* _Exercise brief_:
Leave every picture out, and retype all the remaining records exactly.

◇ ◇ ◇

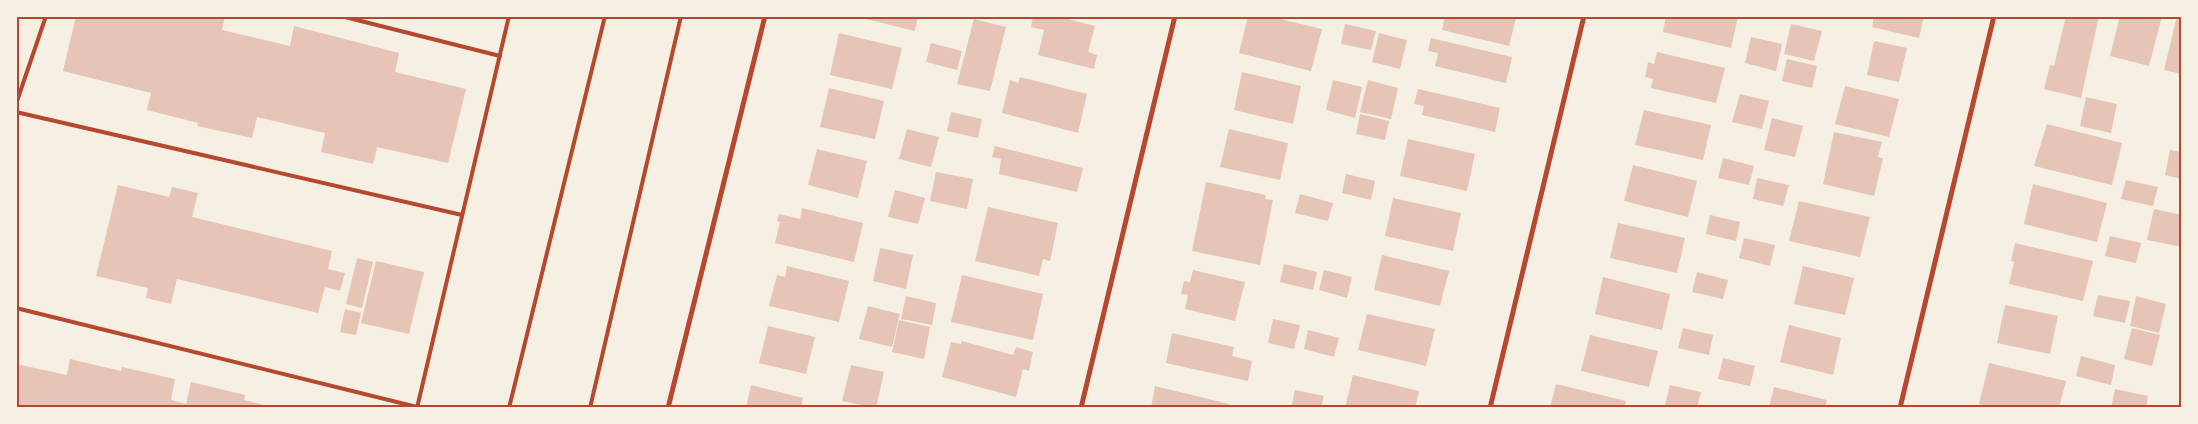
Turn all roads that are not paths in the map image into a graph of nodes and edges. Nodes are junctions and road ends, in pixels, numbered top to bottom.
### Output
1 (46, 16) edge
2 (342, 16) edge
3 (509, 16) edge
4 (604, 16) edge
5 (681, 16) edge
6 (766, 16) edge
7 (1174, 16) edge
8 (1584, 16) edge
9 (1994, 16) edge
10 (500, 56) junction
11 (16, 104) edge
12 (16, 112) edge
13 (462, 215) junction
14 (16, 308) edge
15 (417, 407) edge
16 (509, 408) edge
17 (590, 408) edge
18 (668, 408) edge
19 (1081, 408) edge
20 (1490, 408) edge
21 (1900, 408) edge

1 - 11 lane
2 - 10 lane
3 - 10 lane
4 - 16 lane
5 - 17 lane
6 - 18 street
7 - 19 street
8 - 20 street
9 - 21 street
10 - 13 lane
12 - 13 lane
13 - 15 lane
14 - 15 lane

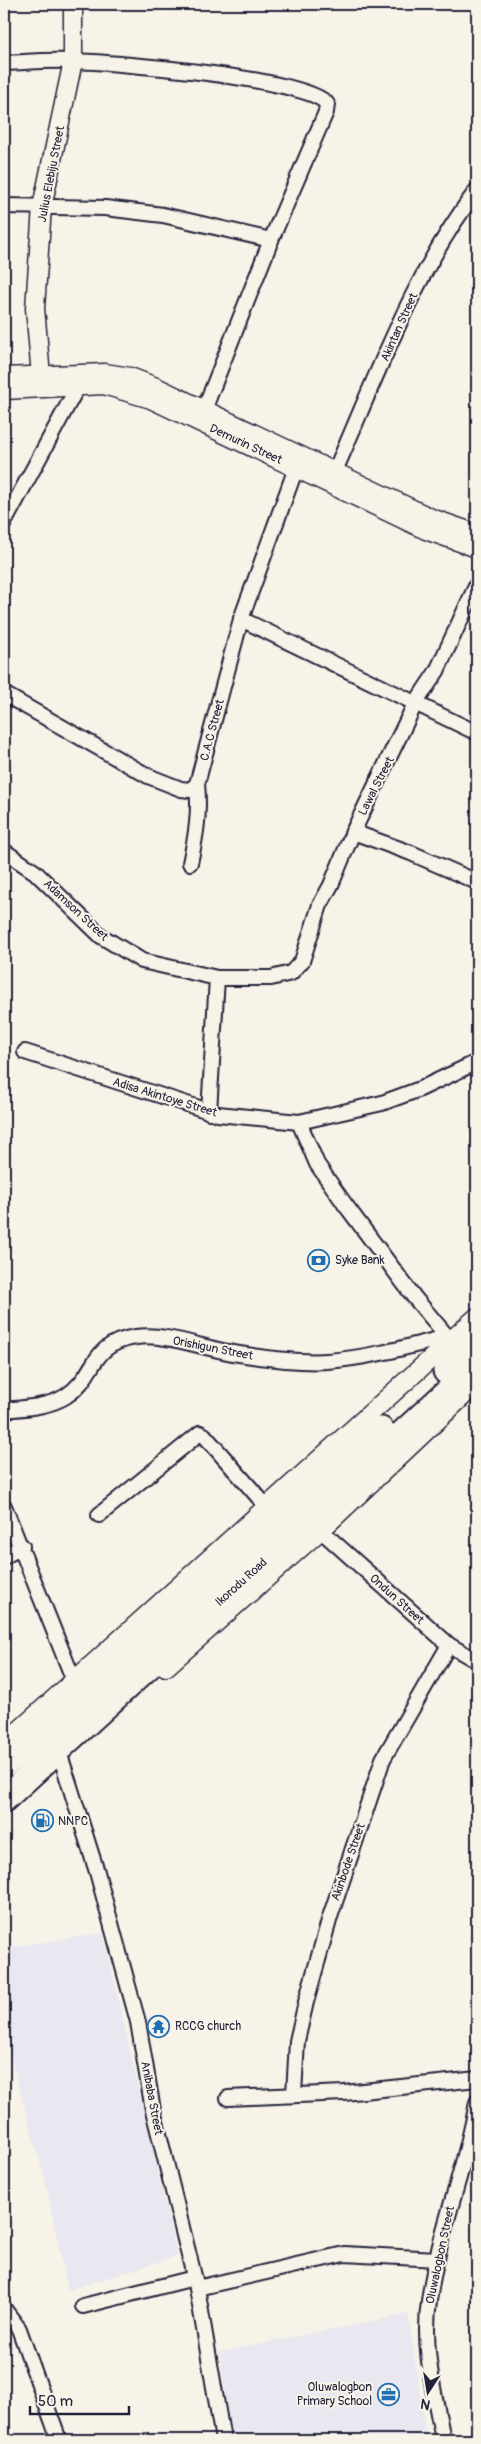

◇ ◇ ◇

* _Response_:
Turn all roads that are not paths in the map image into a graph of nodes and edges. Nodes are junctions and road ends, in pixels, numbered top to bottom.
### Output
1 (46, 16) edge
2 (342, 16) edge
3 (509, 16) edge
4 (604, 16) edge
5 (681, 16) edge
6 (766, 16) edge
7 (1174, 16) edge
8 (1584, 16) edge
9 (1994, 16) edge
10 (500, 56) junction
11 (16, 104) edge
12 (16, 112) edge
13 (462, 215) junction
14 (16, 308) edge
15 (417, 407) edge
16 (509, 408) edge
17 (590, 408) edge
18 (668, 408) edge
19 (1081, 408) edge
20 (1490, 408) edge
21 (1900, 408) edge

1 - 11 lane
2 - 10 lane
3 - 10 lane
4 - 16 lane
5 - 17 lane
6 - 18 street
7 - 19 street
8 - 20 street
9 - 21 street
10 - 13 lane
12 - 13 lane
13 - 15 lane
14 - 15 lane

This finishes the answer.